Imagine how that young man’s life would have been completely revolutionized! And what would he have lost compared with what he would have gained? What unimaginable blessings and eternal riches would have been his? But, sadly, we’ll never even know this pour soul’s name–he’s pretty much a non-entity–because he was, after all, just one more number among all the masses who chose to cling to his earthly treasures for a few more years rather than seek the higher glory. And, of course, regardless of how much longer he may have walked upon the earth, he’s dead now– sooooo… When we stop living for ourselves and surrender everything we have, and everything we are, over to God, what do we lose, really? More importantly, what do we gain?
A Simple Life of Service
Jesus said, “A disciple is not above his teacher, nor a slave above his master. It is enough for the disciple that he become like his teacher” (Matthew 10:24-25, NASB). The ultimate goal of every authentic disciple of Christ is to learn how to be more like Jesus. He is our Lord, our Master, and the ultimate Teacher and Example for our lives. Certainly, as we’ve seen in the passages above, this means that our heart’s desire is to, “seek first the kingdom of God and His righteousness” (Matthew 6:33). But how, in practical terms, do we go about doing that?
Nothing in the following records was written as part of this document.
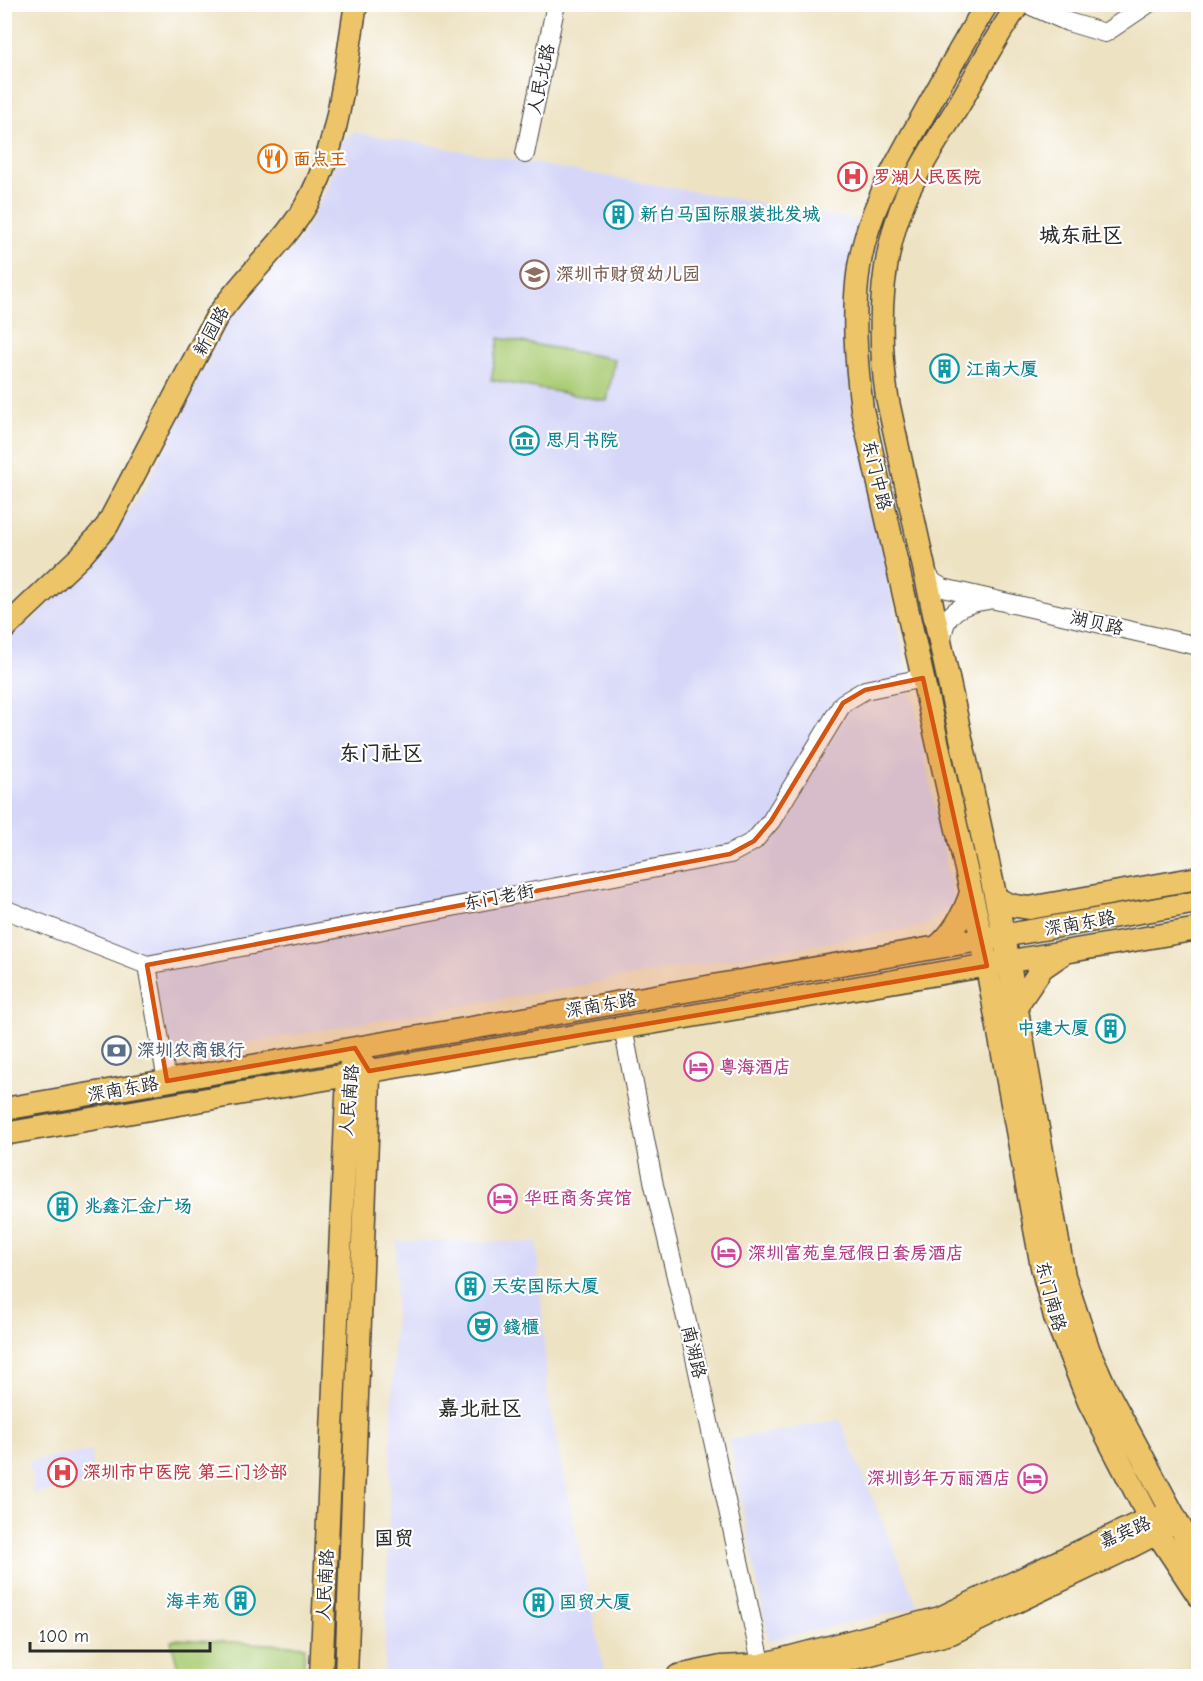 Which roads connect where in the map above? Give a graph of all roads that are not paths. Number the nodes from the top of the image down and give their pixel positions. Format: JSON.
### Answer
{"nodes":[{"id":1,"x":356,"y":4,"type":"edge"},
{"id":2,"x":556,"y":4,"type":"edge"},
{"id":3,"x":987,"y":4,"type":"edge"},
{"id":4,"x":1019,"y":4,"type":"edge"},
{"id":5,"x":1028,"y":4,"type":"edge"},
{"id":6,"x":1148,"y":4,"type":"edge"},
{"id":7,"x":525,"y":154,"type":"dead end"},
{"id":8,"x":926,"y":572,"type":"junction"},
{"id":9,"x":996,"y":599,"type":"junction"},
{"id":10,"x":4,"y":629,"type":"edge"},
{"id":11,"x":942,"y":644,"type":"junction"},
{"id":12,"x":1198,"y":646,"type":"edge"},
{"id":13,"x":923,"y":678,"type":"junction"},
{"id":14,"x":1198,"y":878,"type":"edge"},
{"id":15,"x":971,"y":893,"type":"junction"},
{"id":16,"x":996,"y":898,"type":"junction"},
{"id":17,"x":1198,"y":902,"type":"edge"},
{"id":18,"x":4,"y":909,"type":"edge"},
{"id":19,"x":1198,"y":929,"type":"edge"},
{"id":20,"x":993,"y":938,"type":"junction"},
{"id":21,"x":937,"y":947,"type":"junction"},
{"id":22,"x":1072,"y":951,"type":"junction"},
{"id":23,"x":998,"y":964,"type":"junction"},
{"id":24,"x":147,"y":965,"type":"junction"},
{"id":25,"x":943,"y":974,"type":"junction"},
{"id":26,"x":1017,"y":1005,"type":"junction"},
{"id":27,"x":995,"y":1009,"type":"junction"},
{"id":28,"x":623,"y":1028,"type":"junction"},
{"id":29,"x":355,"y":1048,"type":"junction"},
{"id":30,"x":359,"y":1073,"type":"junction"},
{"id":31,"x":167,"y":1081,"type":"junction"},
{"id":32,"x":4,"y":1109,"type":"edge"},
{"id":33,"x":4,"y":1134,"type":"edge"},
{"id":34,"x":1173,"y":1518,"type":"junction"},
{"id":35,"x":1154,"y":1526,"type":"junction"},
{"id":36,"x":1198,"y":1560,"type":"edge"},
{"id":37,"x":1198,"y":1595,"type":"edge"},
{"id":38,"x":763,"y":1671,"type":"edge"},
{"id":39,"x":321,"y":1677,"type":"edge"},
{"id":40,"x":346,"y":1677,"type":"edge"},
{"id":41,"x":678,"y":1677,"type":"edge"},
{"id":42,"x":786,"y":1677,"type":"edge"}],
"edges":[{"from":1,"to":10,"type":"main road","name":"新园路"},
{"from":2,"to":7,"type":"street","name":"人民北路"},
{"from":3,"to":13,"type":"main road","name":"东门中路"},
{"from":4,"to":8,"type":"main road","name":"东门中路"},
{"from":5,"to":6,"type":"street"},
{"from":8,"to":9,"type":"street","name":"湖贝路"},
{"from":8,"to":11,"type":"main road","name":"东门中路"},
{"from":9,"to":11,"type":"street","name":"湖贝路"},
{"from":9,"to":12,"type":"street","name":"湖贝路"},
{"from":11,"to":16,"type":"main road","name":"东门中路"},
{"from":13,"to":15,"type":"main road","name":"东门中路"},
{"from":13,"to":24,"type":"street","name":"东门老街"},
{"from":14,"to":16,"type":"main road"},
{"from":15,"to":20,"type":"main road","name":"东门中路"},
{"from":15,"to":21,"type":"main road"},
{"from":16,"to":20,"type":"main road","name":"东门中路"},
{"from":17,"to":20,"type":"main road","name":"深南东路"},
{"from":18,"to":24,"type":"street"},
{"from":19,"to":22,"type":"main road","name":"深南东路"},
{"from":20,"to":21,"type":"main road","name":"深南东路"},
{"from":20,"to":23,"type":"main road","name":"东门中路"},
{"from":21,"to":29,"type":"main road","name":"深南东路"},
{"from":22,"to":23,"type":"main road","name":"深南东路"},
{"from":22,"to":26,"type":"main road"},
{"from":23,"to":25,"type":"main road","name":"深南东路"},
{"from":23,"to":26,"type":"main road","name":"东门南路"},
{"from":23,"to":27,"type":"main road","name":"东门南路"},
{"from":24,"to":31,"type":"street"},
{"from":25,"to":27,"type":"main road"},
{"from":25,"to":28,"type":"main road","name":"深南东路"},
{"from":26,"to":34,"type":"main road","name":"东门南路"},
{"from":27,"to":35,"type":"main road","name":"东门南路"},
{"from":28,"to":30,"type":"main road","name":"深南东路"},
{"from":28,"to":38,"type":"street","name":"南湖路"},
{"from":29,"to":30,"type":"main road","name":"人民南路"},
{"from":29,"to":31,"type":"main road","name":"深南东路"},
{"from":30,"to":33,"type":"main road","name":"深南东路"},
{"from":30,"to":39,"type":"main road","name":"人民南路"},
{"from":30,"to":40,"type":"main road","name":"人民南路"},
{"from":31,"to":32,"type":"main road","name":"深南东路"},
{"from":34,"to":35,"type":"main road","name":"嘉宾路"},
{"from":34,"to":36,"type":"main road","name":"东门南路"},
{"from":35,"to":37,"type":"main road","name":"东门南路"},
{"from":35,"to":38,"type":"main road","name":"嘉宾路"},
{"from":35,"to":42,"type":"main road","name":"嘉宾路"},
{"from":38,"to":41,"type":"main road","name":"嘉宾路"}]}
Well, to put it quite simply, Jesus went on to say, “…the Son of Man did not come to be served, but to serve, and to give His life a ransom for many” (Matthew 20:28, NASB). So, at the heart of our “kingdom focus” is service to God through service to others. Authentic Christians are being conformed to the sacrificial lifestyle of Christ. That means we’re all about “getting over ourselves,” and getting into loving and serving others, like Jesus did. The distinguishing mark of mature Christians–those who are continuing to grow into genuine Christlikeness–is that they are becoming less and less about themselves and all their wants and desires in life, and more and more about how they can love and serve others. Their primary concern in life is not about how comfortable they can manage to live during their brief time here upon the earth, but rather, how can they make a difference in the hearts and lives of others for all eternity. They go out and make a living so that they can take care of their family, friends, and others. They seek to use their time and energy pursuing endeavors that will, in some way, benefit others. They look for ways that they can use their material resources to bless others. In all that they do, and in all their relationships, they are continually looking ahead, thinking about eternity and how they might help others walk more closely with God and be ready to meet their Lord when they leave this world and step into that eternal spiritual realm.